● WHAT IS REQUIRED
For the word "main", search the records and show each line in which it occurs.

● Stored items
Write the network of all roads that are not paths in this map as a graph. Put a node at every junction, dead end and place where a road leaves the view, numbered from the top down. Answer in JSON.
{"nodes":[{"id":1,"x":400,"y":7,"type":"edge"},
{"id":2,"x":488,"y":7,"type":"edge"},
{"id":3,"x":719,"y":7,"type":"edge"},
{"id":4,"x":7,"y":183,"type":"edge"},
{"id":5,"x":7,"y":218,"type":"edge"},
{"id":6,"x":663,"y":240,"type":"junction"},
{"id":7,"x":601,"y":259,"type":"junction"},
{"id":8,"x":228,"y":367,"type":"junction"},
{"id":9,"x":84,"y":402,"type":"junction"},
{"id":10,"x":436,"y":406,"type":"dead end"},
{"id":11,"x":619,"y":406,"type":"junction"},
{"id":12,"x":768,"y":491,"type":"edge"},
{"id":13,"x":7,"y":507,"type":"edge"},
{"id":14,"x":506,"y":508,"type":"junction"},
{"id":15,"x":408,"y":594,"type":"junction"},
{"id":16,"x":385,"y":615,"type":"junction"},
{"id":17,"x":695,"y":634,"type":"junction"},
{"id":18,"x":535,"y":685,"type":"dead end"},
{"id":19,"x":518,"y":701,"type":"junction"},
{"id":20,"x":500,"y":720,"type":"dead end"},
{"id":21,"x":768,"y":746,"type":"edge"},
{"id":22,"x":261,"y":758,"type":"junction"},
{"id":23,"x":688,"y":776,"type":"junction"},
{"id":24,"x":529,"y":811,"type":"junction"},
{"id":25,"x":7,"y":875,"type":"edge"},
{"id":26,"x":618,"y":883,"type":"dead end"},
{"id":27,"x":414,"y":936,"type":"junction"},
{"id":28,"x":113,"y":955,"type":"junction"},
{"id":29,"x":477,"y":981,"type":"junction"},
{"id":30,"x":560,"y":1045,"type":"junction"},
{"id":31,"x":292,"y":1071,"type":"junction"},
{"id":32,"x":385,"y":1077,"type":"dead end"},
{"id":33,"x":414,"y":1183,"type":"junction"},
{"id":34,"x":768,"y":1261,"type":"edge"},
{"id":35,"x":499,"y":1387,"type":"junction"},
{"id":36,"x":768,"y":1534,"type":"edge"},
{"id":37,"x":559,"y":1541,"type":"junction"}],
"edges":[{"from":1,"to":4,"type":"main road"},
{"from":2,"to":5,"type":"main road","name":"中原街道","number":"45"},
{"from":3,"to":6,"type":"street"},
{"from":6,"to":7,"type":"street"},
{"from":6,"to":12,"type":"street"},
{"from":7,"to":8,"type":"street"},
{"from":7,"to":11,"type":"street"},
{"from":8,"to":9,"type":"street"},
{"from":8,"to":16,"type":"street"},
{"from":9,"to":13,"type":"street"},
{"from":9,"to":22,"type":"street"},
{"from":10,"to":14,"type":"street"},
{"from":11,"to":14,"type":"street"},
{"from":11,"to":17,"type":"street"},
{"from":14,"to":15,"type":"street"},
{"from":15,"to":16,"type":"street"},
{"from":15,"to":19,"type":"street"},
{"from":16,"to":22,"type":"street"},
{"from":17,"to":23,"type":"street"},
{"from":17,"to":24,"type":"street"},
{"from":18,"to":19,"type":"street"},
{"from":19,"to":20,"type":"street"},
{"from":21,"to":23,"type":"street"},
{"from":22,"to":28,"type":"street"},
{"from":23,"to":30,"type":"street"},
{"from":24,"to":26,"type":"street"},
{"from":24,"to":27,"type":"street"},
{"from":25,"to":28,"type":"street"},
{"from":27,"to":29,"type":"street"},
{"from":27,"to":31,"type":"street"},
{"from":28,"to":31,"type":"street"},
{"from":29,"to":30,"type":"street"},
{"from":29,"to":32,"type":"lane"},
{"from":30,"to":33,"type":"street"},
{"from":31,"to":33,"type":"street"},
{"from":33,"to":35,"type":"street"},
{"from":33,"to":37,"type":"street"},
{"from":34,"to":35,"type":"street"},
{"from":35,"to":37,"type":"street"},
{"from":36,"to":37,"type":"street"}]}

● RESULT OF THIS EXERCISE
"edges":[{"from":1,"to":4,"type":"main road"},
{"from":2,"to":5,"type":"main road","name":"中原街道","number":"45"},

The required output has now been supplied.